Pull every line containing "tunnel" from the entries.

--*--

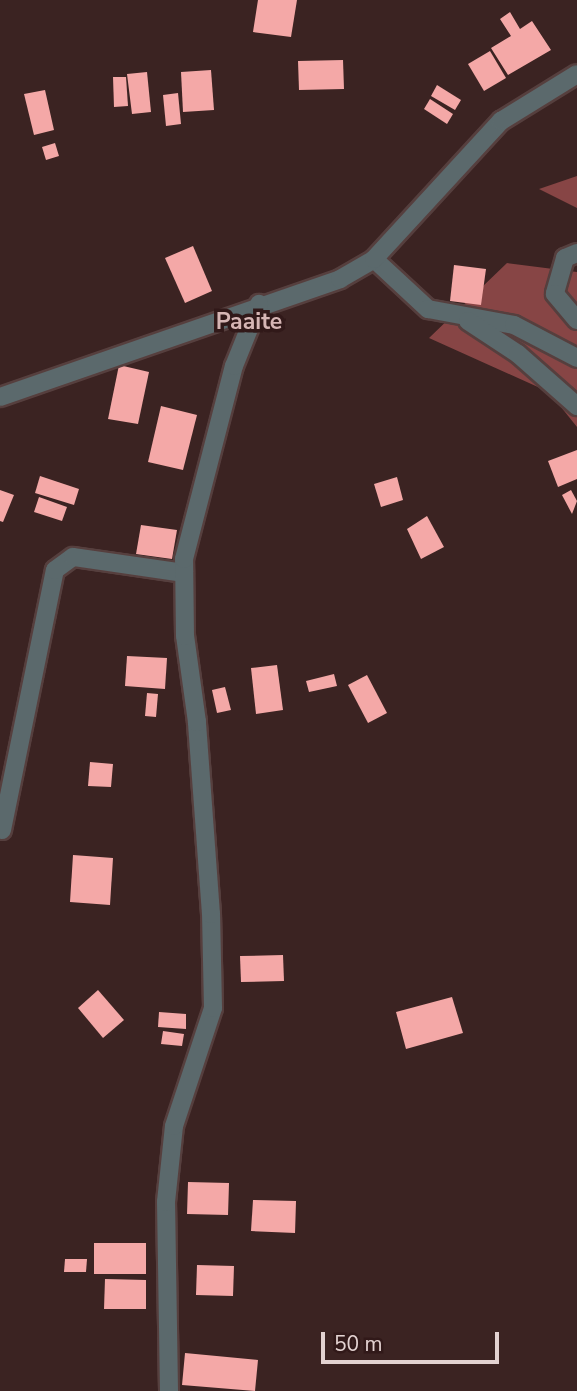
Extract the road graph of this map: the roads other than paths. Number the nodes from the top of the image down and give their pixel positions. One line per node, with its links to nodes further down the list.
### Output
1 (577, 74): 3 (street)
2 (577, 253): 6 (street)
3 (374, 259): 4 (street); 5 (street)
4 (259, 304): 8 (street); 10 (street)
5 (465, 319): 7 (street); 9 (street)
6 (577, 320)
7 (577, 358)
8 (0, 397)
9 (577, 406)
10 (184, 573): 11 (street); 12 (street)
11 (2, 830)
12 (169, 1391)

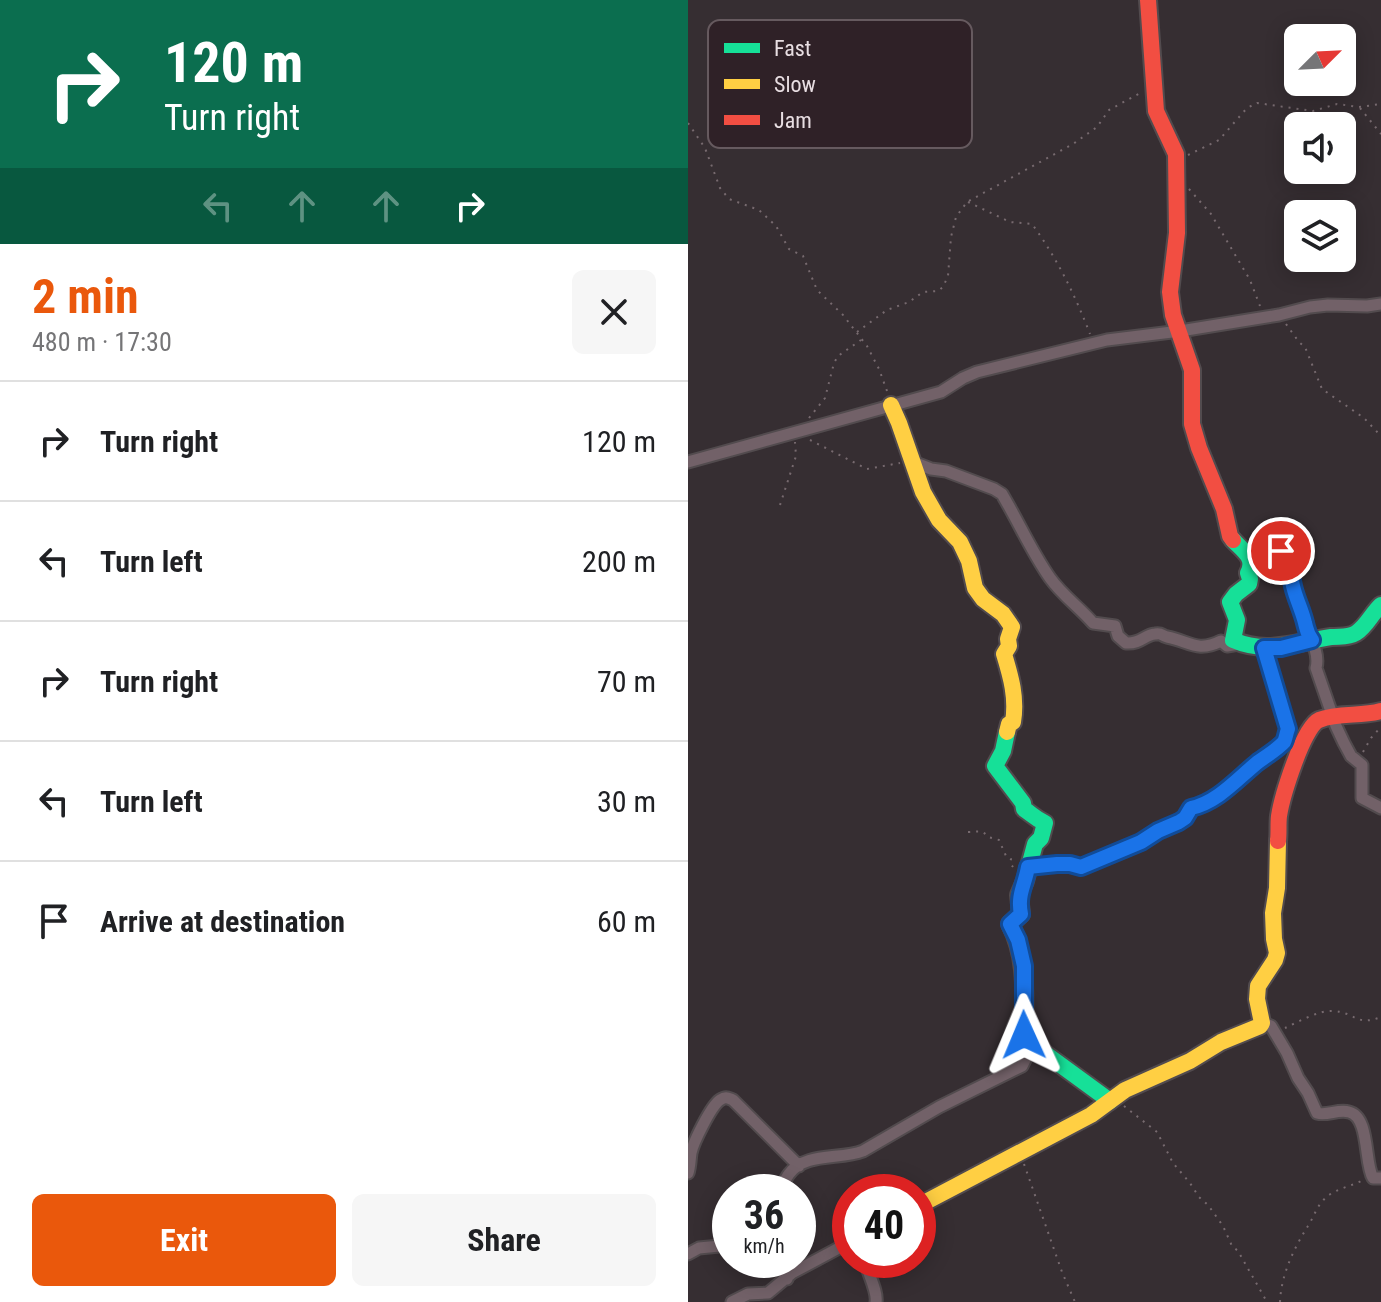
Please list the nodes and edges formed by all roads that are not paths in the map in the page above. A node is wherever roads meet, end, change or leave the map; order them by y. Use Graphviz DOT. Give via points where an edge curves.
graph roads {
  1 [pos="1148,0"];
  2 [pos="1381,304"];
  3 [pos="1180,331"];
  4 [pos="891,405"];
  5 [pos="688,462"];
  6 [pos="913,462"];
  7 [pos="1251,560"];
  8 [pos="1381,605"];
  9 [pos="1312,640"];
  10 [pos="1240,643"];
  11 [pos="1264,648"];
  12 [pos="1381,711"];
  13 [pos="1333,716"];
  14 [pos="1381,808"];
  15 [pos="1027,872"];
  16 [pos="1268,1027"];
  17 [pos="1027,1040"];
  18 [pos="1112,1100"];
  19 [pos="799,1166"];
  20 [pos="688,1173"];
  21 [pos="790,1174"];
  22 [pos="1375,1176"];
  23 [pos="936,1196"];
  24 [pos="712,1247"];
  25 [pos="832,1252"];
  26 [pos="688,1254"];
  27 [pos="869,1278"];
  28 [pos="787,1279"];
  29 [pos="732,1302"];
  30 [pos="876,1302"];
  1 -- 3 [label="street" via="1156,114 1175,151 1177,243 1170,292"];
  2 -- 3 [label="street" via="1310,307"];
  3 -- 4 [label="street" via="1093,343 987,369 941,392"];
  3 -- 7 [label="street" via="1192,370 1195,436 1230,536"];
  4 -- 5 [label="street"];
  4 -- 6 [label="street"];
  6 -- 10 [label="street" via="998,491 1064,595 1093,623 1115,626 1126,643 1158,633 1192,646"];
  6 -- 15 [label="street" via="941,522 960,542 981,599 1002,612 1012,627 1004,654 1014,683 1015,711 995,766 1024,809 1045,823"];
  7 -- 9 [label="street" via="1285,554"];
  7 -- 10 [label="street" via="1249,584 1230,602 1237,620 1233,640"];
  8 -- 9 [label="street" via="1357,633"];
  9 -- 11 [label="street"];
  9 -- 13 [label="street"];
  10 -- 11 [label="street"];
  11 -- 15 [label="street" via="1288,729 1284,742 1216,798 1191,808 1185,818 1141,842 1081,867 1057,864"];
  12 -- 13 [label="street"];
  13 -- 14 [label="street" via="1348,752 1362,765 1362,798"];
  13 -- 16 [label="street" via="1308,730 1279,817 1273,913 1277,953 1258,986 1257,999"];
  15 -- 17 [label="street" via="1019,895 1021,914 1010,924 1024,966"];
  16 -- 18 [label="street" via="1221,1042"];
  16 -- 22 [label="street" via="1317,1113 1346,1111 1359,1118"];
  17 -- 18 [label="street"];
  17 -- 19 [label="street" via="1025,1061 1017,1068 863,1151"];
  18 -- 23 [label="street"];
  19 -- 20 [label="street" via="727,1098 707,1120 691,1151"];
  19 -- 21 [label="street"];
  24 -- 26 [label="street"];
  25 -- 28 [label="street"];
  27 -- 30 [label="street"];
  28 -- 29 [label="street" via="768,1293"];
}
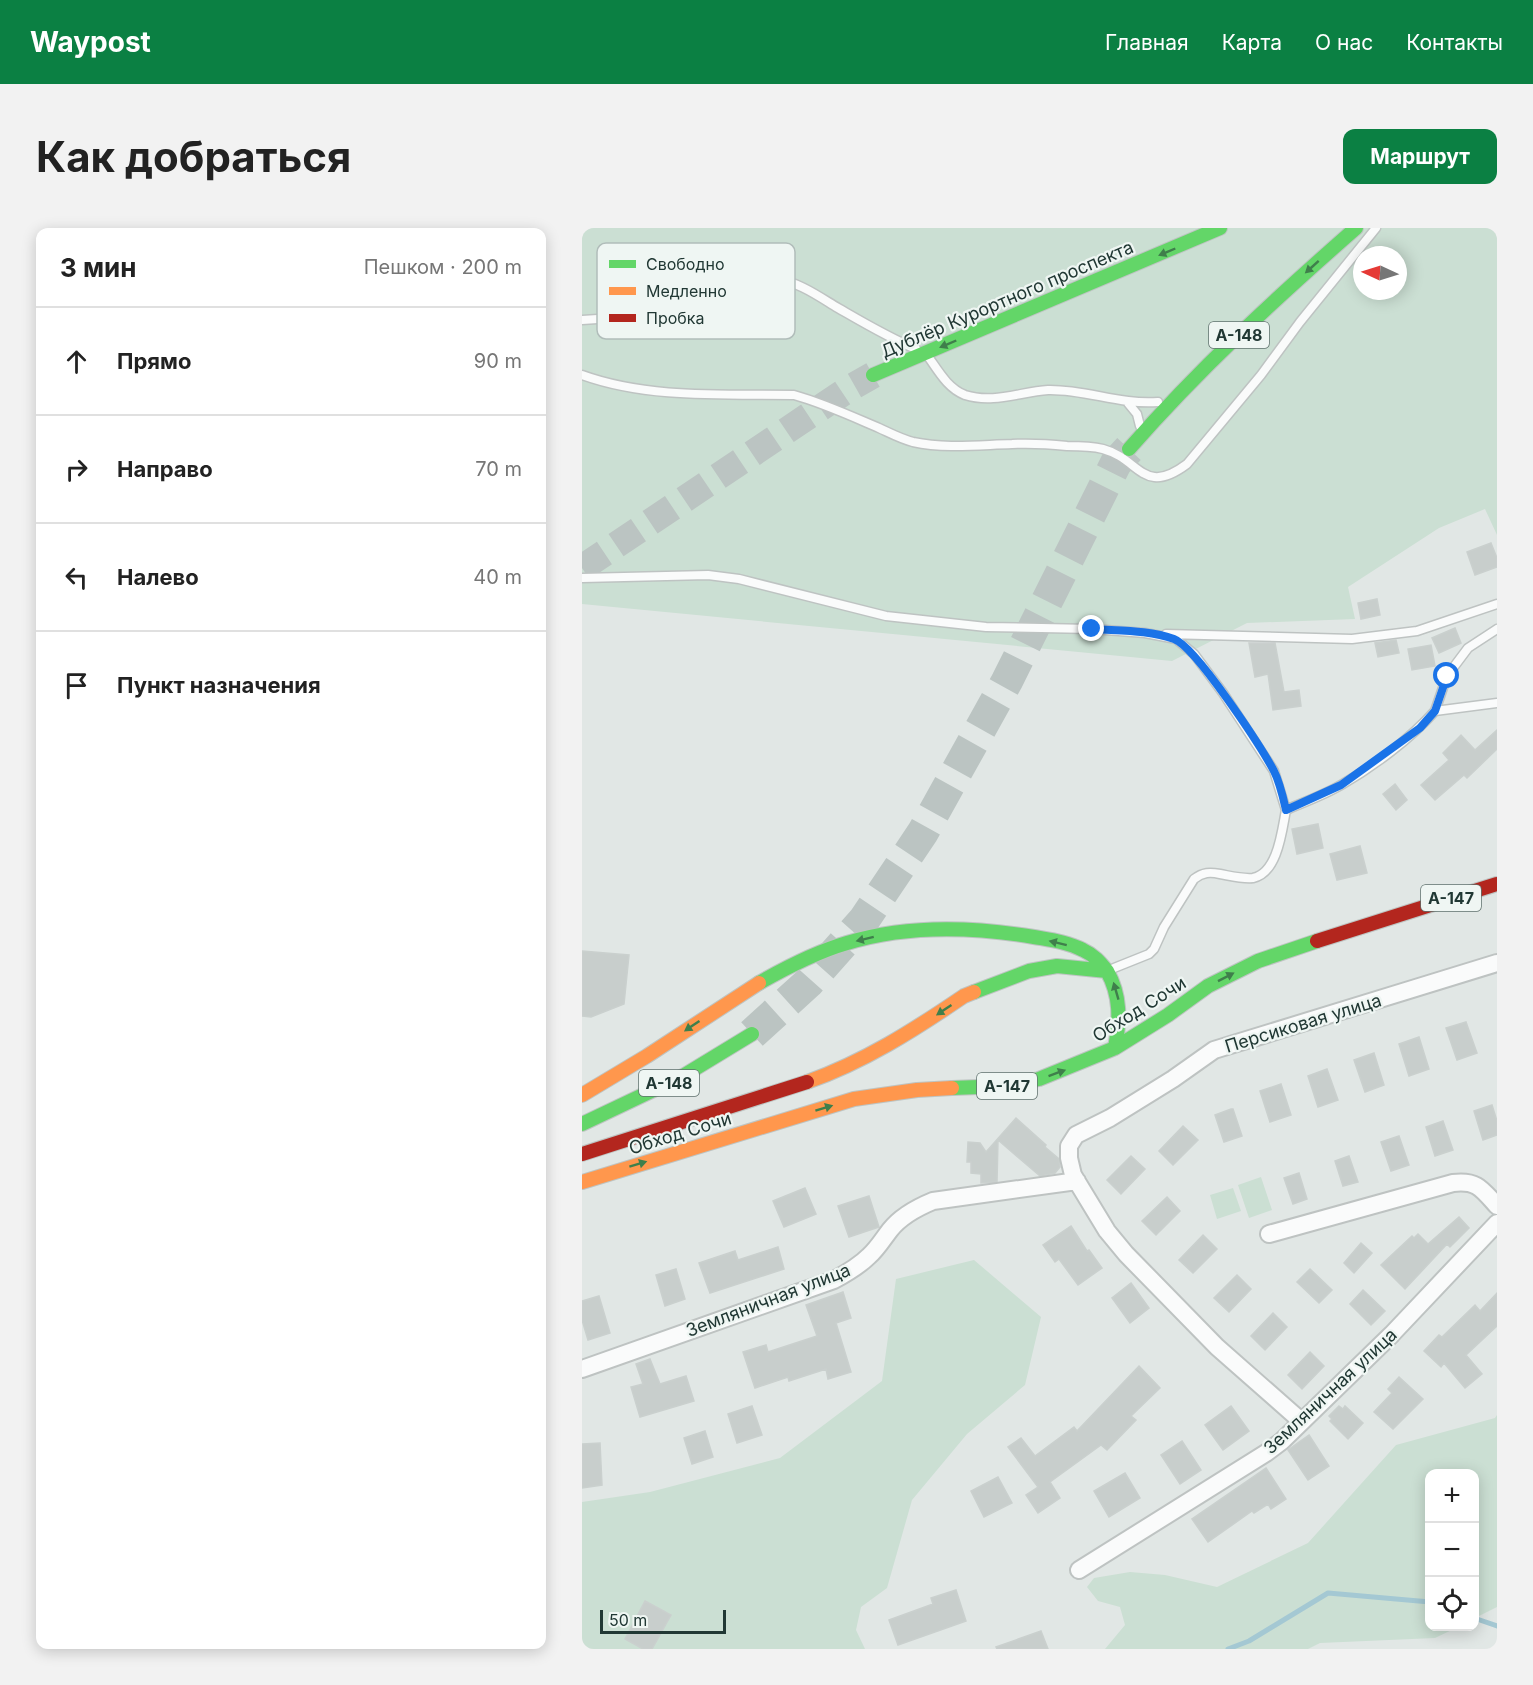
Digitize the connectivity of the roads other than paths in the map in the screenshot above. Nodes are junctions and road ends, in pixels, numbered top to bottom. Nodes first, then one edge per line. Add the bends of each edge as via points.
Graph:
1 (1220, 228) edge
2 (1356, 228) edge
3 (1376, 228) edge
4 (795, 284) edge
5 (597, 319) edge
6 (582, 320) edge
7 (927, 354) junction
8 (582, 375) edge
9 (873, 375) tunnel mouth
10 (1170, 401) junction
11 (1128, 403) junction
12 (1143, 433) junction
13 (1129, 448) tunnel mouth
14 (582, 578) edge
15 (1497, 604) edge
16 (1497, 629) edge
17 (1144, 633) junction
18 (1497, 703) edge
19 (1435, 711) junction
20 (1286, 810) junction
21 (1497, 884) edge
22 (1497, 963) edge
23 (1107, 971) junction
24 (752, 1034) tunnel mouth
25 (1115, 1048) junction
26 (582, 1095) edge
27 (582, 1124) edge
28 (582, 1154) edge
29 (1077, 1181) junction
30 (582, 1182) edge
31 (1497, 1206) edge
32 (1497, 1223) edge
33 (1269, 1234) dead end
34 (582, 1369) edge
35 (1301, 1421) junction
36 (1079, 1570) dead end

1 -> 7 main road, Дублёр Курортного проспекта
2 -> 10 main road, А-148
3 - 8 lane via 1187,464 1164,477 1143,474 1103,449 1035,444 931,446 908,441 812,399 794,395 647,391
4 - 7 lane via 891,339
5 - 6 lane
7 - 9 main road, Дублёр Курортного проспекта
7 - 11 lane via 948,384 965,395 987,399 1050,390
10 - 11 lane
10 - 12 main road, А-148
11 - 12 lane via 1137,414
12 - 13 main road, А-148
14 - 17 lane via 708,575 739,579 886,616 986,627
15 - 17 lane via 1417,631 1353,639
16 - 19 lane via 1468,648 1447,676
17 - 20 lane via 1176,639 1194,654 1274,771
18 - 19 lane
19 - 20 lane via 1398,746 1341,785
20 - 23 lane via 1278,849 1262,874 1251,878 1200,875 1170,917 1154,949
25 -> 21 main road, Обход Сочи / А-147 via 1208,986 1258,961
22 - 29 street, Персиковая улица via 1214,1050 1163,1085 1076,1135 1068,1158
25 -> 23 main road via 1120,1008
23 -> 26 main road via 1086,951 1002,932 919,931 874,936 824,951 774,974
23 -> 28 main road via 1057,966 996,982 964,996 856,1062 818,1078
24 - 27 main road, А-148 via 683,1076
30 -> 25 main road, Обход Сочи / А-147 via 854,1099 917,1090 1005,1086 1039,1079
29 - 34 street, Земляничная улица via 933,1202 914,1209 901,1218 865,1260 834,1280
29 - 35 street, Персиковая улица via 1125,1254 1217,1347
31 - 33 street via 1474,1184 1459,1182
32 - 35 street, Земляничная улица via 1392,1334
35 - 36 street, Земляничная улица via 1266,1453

--*--

**TASK RESPONSE**
9 (873, 375) tunnel mouth
13 (1129, 448) tunnel mouth
24 (752, 1034) tunnel mouth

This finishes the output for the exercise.